決闘開始
お久しぶりです。
何かとリアルが忙しく、中々筆を進める事が出来ず更新が遅れてしまい申し訳ございません。
これからは、元通りのペースで更新して行けると思いますのでよろしくお願いします。
女神は庭園で椅子に座り、丸テーブルに置かれた小さな鏡を見つめていた。
膝の上に一冊の厚さ・大きさ共にノートサイズの本。その上に両手を重ね、ジッと鏡を見つめるその瞳はどこか悲し気な色が浮かんでいるようにも見える。
そこへ、一尾のタキシードを着こみ、片目にモノクルを付けたウサギがやってくる。
「そう……」
数秒そのウサギと見つめ合った後、女神は小さくそう呟き目を伏せる。
女神が見ていた鏡には、闘技場に入場した一ノ瀬 祐が試合開始を待つ姿が写っていた。
闘技場に入ってまず目に着いたのはいつの間に来たのかわからない多くの人だった。
その服装は皆バラバラであり、豪華な服から鎧まで様々だったが一つだけ共通している事があった。
(俺を睨んでいるのか)
観客は一部のクラスメイトを除いてほぼ全員が俺をまるで親の仇を見るかのような目で見ているのだ。時には堂々と指をさしてバカにしたような笑みを浮かべるヤツもいる。
ただ、その行動は理解できる。
俺は彼らにとっては異世界から召喚された【世界を救う存在】ではなく【魔王に協力した異世界人の仲間】という認識だからだ。
故に、その視線や行動は気にしない。
気にして、喚いて、改善を要求した所でそれは観客を喜ばせるスパイスにしかならず、逆に俺自身のモチベーションに悪影響を及ぼすからだ。
「逃げなかった事だけ、褒めてあげるよ」
試合開始の合図を待っていると、目の前でこちらに向けて嘲笑を放ってきていた安田が表情そのままにそんな事を言って来る。

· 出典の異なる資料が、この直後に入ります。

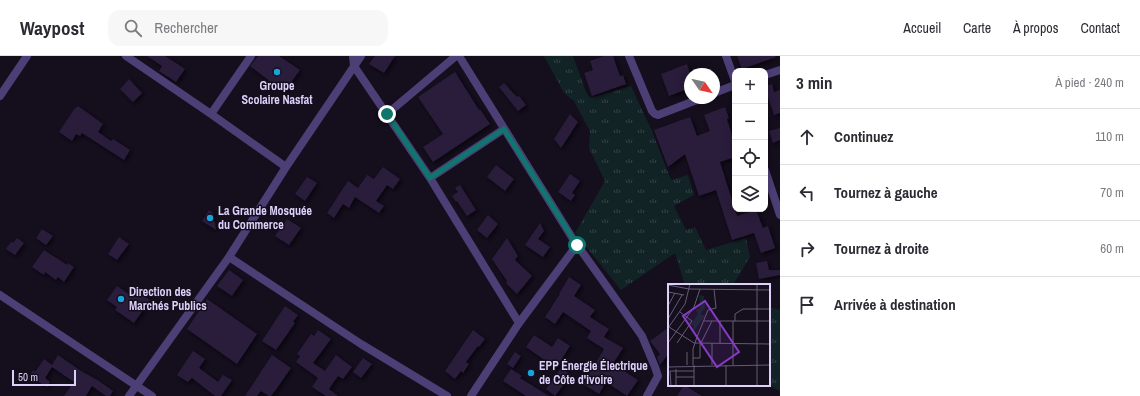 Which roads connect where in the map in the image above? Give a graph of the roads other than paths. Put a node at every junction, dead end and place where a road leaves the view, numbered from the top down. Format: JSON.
{"nodes":[{"id":1,"x":27,"y":56,"type":"edge"},
{"id":2,"x":126,"y":56,"type":"edge"},
{"id":3,"x":251,"y":56,"type":"edge"},
{"id":4,"x":353,"y":56,"type":"edge"},
{"id":5,"x":361,"y":56,"type":"edge"},
{"id":6,"x":456,"y":56,"type":"edge"},
{"id":7,"x":459,"y":56,"type":"edge"},
{"id":8,"x":629,"y":56,"type":"edge"},
{"id":9,"x":726,"y":56,"type":"edge"},
{"id":10,"x":354,"y":66,"type":"junction"},
{"id":11,"x":780,"y":70,"type":"edge"},
{"id":12,"x":732,"y":73,"type":"edge"},
{"id":13,"x":768,"y":74,"type":"edge"},
{"id":14,"x":732,"y":87,"type":"edge"},
{"id":15,"x":720,"y":91,"type":"edge"},
{"id":16,"x":0,"y":96,"type":"edge"},
{"id":17,"x":686,"y":104,"type":"edge"},
{"id":18,"x":211,"y":114,"type":"junction"},
{"id":19,"x":387,"y":114,"type":"junction"},
{"id":20,"x":504,"y":129,"type":"junction"},
{"id":21,"x":286,"y":167,"type":"junction"},
{"id":22,"x":767,"y":176,"type":"edge"},
{"id":23,"x":430,"y":178,"type":"junction"},
{"id":24,"x":780,"y":215,"type":"edge"},
{"id":25,"x":577,"y":245,"type":"junction"},
{"id":26,"x":230,"y":257,"type":"junction"},
{"id":27,"x":0,"y":295,"type":"edge"},
{"id":28,"x":519,"y":324,"type":"junction"},
{"id":29,"x":136,"y":385,"type":"junction"},
{"id":30,"x":129,"y":396,"type":"edge"},
{"id":31,"x":152,"y":396,"type":"edge"},
{"id":32,"x":447,"y":396,"type":"edge"},
{"id":33,"x":471,"y":396,"type":"edge"},
{"id":34,"x":647,"y":396,"type":"edge"}],
"edges":[{"from":1,"to":16,"type":"street"},
{"from":2,"to":18,"type":"street"},
{"from":3,"to":18,"type":"street"},
{"from":4,"to":10,"type":"street"},
{"from":5,"to":10,"type":"street"},
{"from":6,"to":19,"type":"street"},
{"from":7,"to":20,"type":"street"},
{"from":8,"to":17,"type":"street"},
{"from":9,"to":12,"type":"street"},
{"from":10,"to":19,"type":"street"},
{"from":10,"to":21,"type":"street"},
{"from":11,"to":13,"type":"street"},
{"from":14,"to":15,"type":"street"},
{"from":18,"to":21,"type":"street"},
{"from":19,"to":23,"type":"street"},
{"from":20,"to":23,"type":"street"},
{"from":20,"to":25,"type":"street"},
{"from":21,"to":26,"type":"street"},
{"from":22,"to":24,"type":"street"},
{"from":23,"to":28,"type":"street"},
{"from":25,"to":28,"type":"street"},
{"from":25,"to":34,"type":"street"},
{"from":26,"to":29,"type":"street"},
{"from":26,"to":32,"type":"street"},
{"from":27,"to":29,"type":"street"},
{"from":28,"to":33,"type":"street"},
{"from":29,"to":30,"type":"street"},
{"from":29,"to":31,"type":"street"}]}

おい、ソレはラノベとかでやられるヤツがよく言うセリフだぞ。
「……チッ」
俺が何も言わなかったからか、安田はその表情を歪めて俺にも聞こえるようにわざと大きく舌打ちをする。
これから始まるのはほぼ殺し合いだと言うのに、安田は随分と余裕がありそうに見える。いや、実際に余裕があるのだろう。コイツは俺に負けるなどとは一切考えて居ない。
(……武器が見当たらないな)
俺は、無意識に安田の武器を把握しようとしていた。
きっと【スキル:刀剣術】に蓄積された経験からほぼ無意識にやった事だろうとは思いつつも、安田が何も武器を所持している感じがしない事に対する違和感は拭い去れない。
(仕込み武器……服の下とかに仕込んでいるのか?)
それならば、外見を見た所で相手の武器を把握する事は出来ない。
だが、それならばそれなりに特徴が出るはずだと俺の中で【スキル:刀剣術】が囁く。
服の下などに武器を仕込んでいるならば、それがどれだけ小さな針であろうと服に不自然な盛り上がりなどが出来るはず。
そう思い直して再度安田の姿を観察するも、どこにも不自然な場所はない。
はて、と俺が内心で首を傾げている所にエーヌ姫のメイド――確か、メリアとかいう名前だったはずだ――が俺と安田の丁度中心に歩いてくる。
「只今より、決闘を始めます。ルールは先ほどお話した通りです」
わかっていますね? と、目で訴えて来るメリアに対し俺は頷き、安田は元気に返事をする。
お前、どんだけ俺を消し去りたいんだよ……。
「観客席の方には試合開始と共に強固な結界を張りますので、存分に力を発揮してください」
そう言ってからメリアは数歩後ろに下がり、俺と安田から距離を取ってから右手を高らかに上げる。
「では……始めっ!」
メリアの言葉と同時にその右手が振り下ろされ、俺と安田の決闘は始まった。